Re-watching the original Karate Kid by way of research for this 2010 update was perhaps a bad idea. This is a remake whose faithfulness and respect for the original is both a great strength and a crucial weakness; it brings back the old debate of whether updates are really a) needed and b) desired. It is ironic that this film, which at times is almost indistinguishable from its predecessor (bar some beautiful new location footage), should take that film’s strengths and somehow labour under them.
But let’s not be too harsh: it should be made clear from the off that this is not a generic update and it is certainly more than a cash-generator. It’s much better than that. In taking the old story of a kid in a new town, struggling to make friends and adapt, who falls under the wing of an old martial arts master and forms a loving bond, the film succeeds. The original, for all its occasionally cheesy 80s trappings and imperfections, was at heart about a relationship that not only worked, but was also touching and believable: that has not changed.
The project has broadened in scope a little since the original. Our hero this time has moved from Detroit to Beijing (as opposed to California from New Jersey) and naturally has trouble adjusting. Then he meets a sweet Chinese girl (Wen Wen Han) who befriends him and the local bullies who will inspire his transformation.
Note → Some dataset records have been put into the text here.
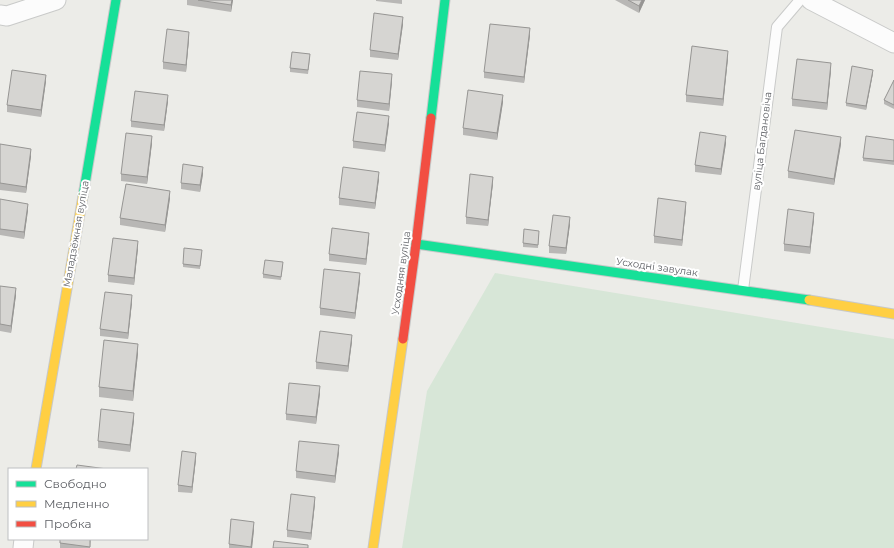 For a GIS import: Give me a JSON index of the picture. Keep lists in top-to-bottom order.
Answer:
{
  "streets": {
    "street": ["Маладзёжная вуліца", "Усходні завулак", "Усходняя вуліца"],
    "lane": ["вуліца Багдановіча"]
  },
  "crossings": [
    ["вуліца Багдановіча", "Усходні завулак"],
    ["Усходні завулак", "Усходняя вуліца"]
  ],
  "legend": ["Свободно", "Медленно", "Пробка"]
} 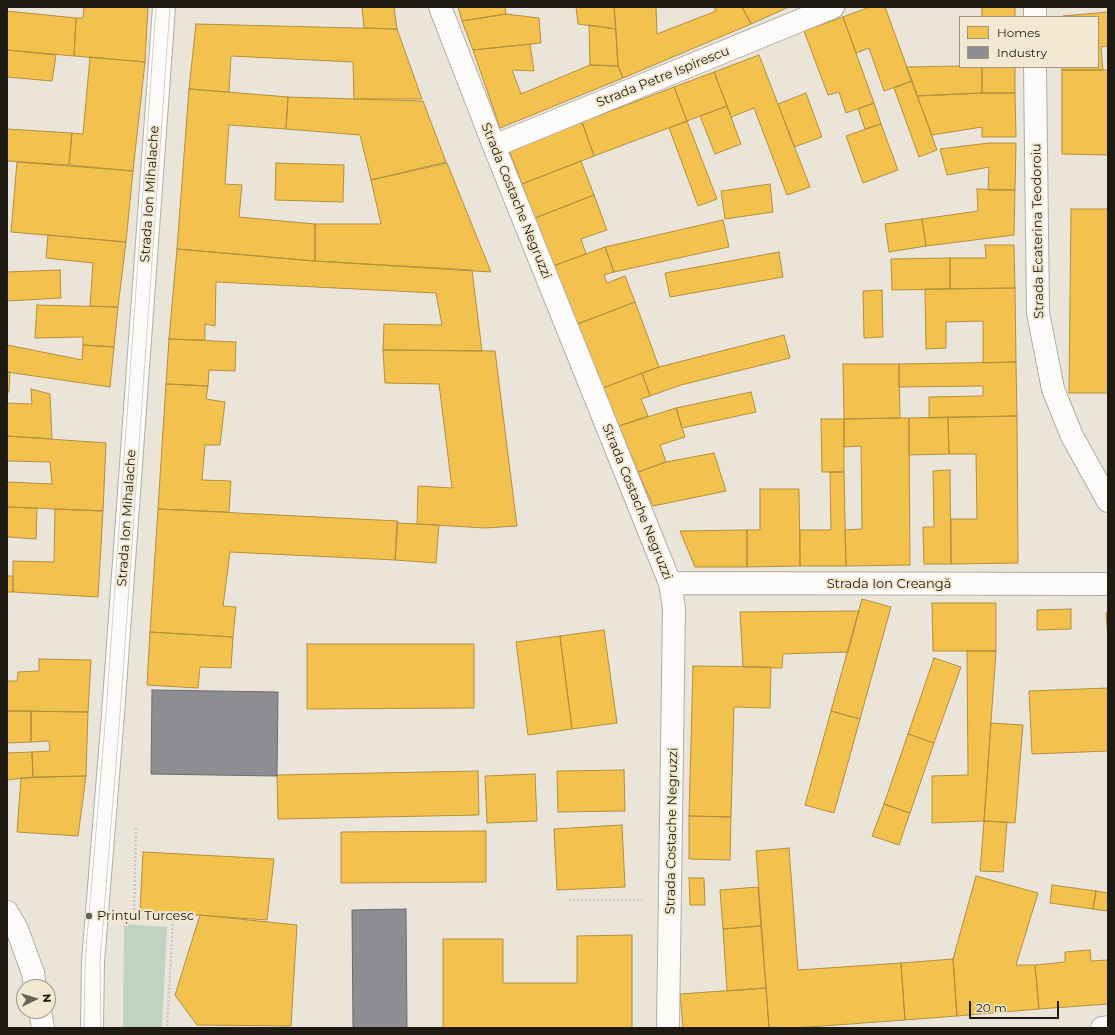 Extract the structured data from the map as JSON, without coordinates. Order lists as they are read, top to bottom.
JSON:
{
  "streets": {
    "street": [
      "Strada Petre Ispirescu",
      "Strada Ion Mihalache",
      "Strada Costache Negruzzi",
      "Strada Ecaterina Teodoroiu",
      "Strada Ion Creangă"
    ]
  },
  "crossings": [
    ["Strada Petre Ispirescu", "Strada Costache Negruzzi"],
    ["Strada Costache Negruzzi", "Strada Ion Creangă"]
  ],
  "places": ["Prințul Turcesc"],
  "legend": ["Homes", "Industry"],
  "scale_bar": "20 m",
  "north": "right"
} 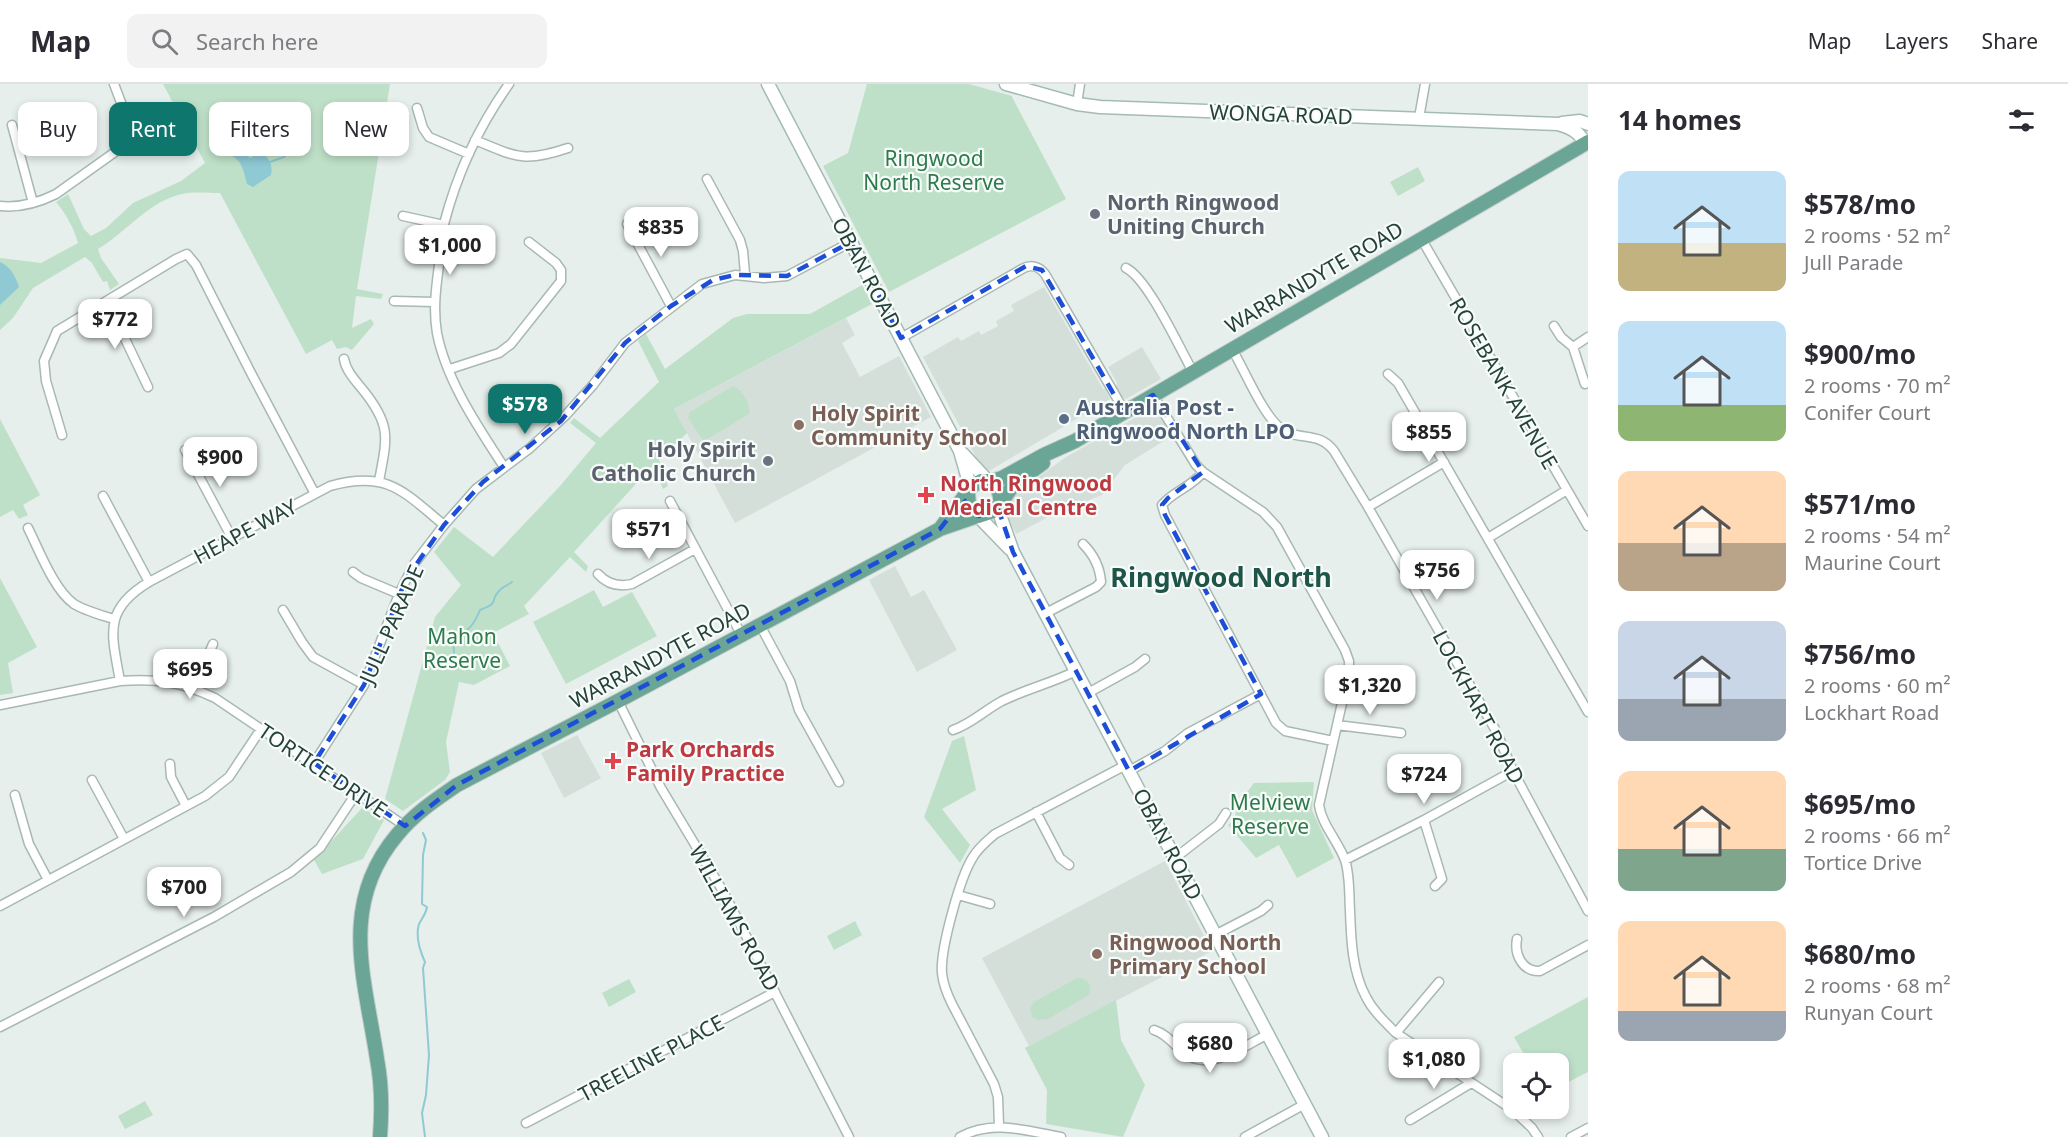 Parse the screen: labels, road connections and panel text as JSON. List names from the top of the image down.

Jaden Smith, in the lead role, carries the film adeptly, and his transformation from picked-upon new kid to martial arts hero is arguably more believable than the original film, thanks to a bit more screen time being devoted to training montages, and due to the fact that Smith is, in fact, a kid, whereas Ralph Macchio was well past 20 when he took up the mantle.
The Pat Morita role of ageing maintenance man-cum-martial arts teacher has been taken over by Jackie Chan, an interesting piece of casting that turns out to be one of the film’s strongest decisions. Chan’s is the best performance here, channelling wisdom, charisma and underlying grief in a role that goes against his recently more jovial outings. A surprisingly dark (and welcome) sequence involving a poignant car metaphor is handled well. There is also a nice reference to the original film near the beginning when Chan, chopsticks in hand, proceeds to splat a fly against the wall with a swatter.
So the film carries over the same fundaments that made the original a memorable film, and there is no doubt that for a new generation, this film updates the story nicely. Appreciation of the film will come most strongly from those who have either never seen the original, or who have a nostalgic memory of it locked somewhere in their brains. At times the film is basically a shot for shot, sometimes even line for line mirror of the original, which couldn’t help but feel a little too easy. The bully’s motivation is also not as strong and gets a little lost in the midsection, which has enough to deal with as it is.
That said, the film should be commended for updating the story so well, and for allowing a new generation (who may not be interested in the 1984 original, but might love Jaden Smith and Jackie Chan) to appreciate the timeless story. Add a fourth star if you haven’t seen the original, or if it’s been a long time.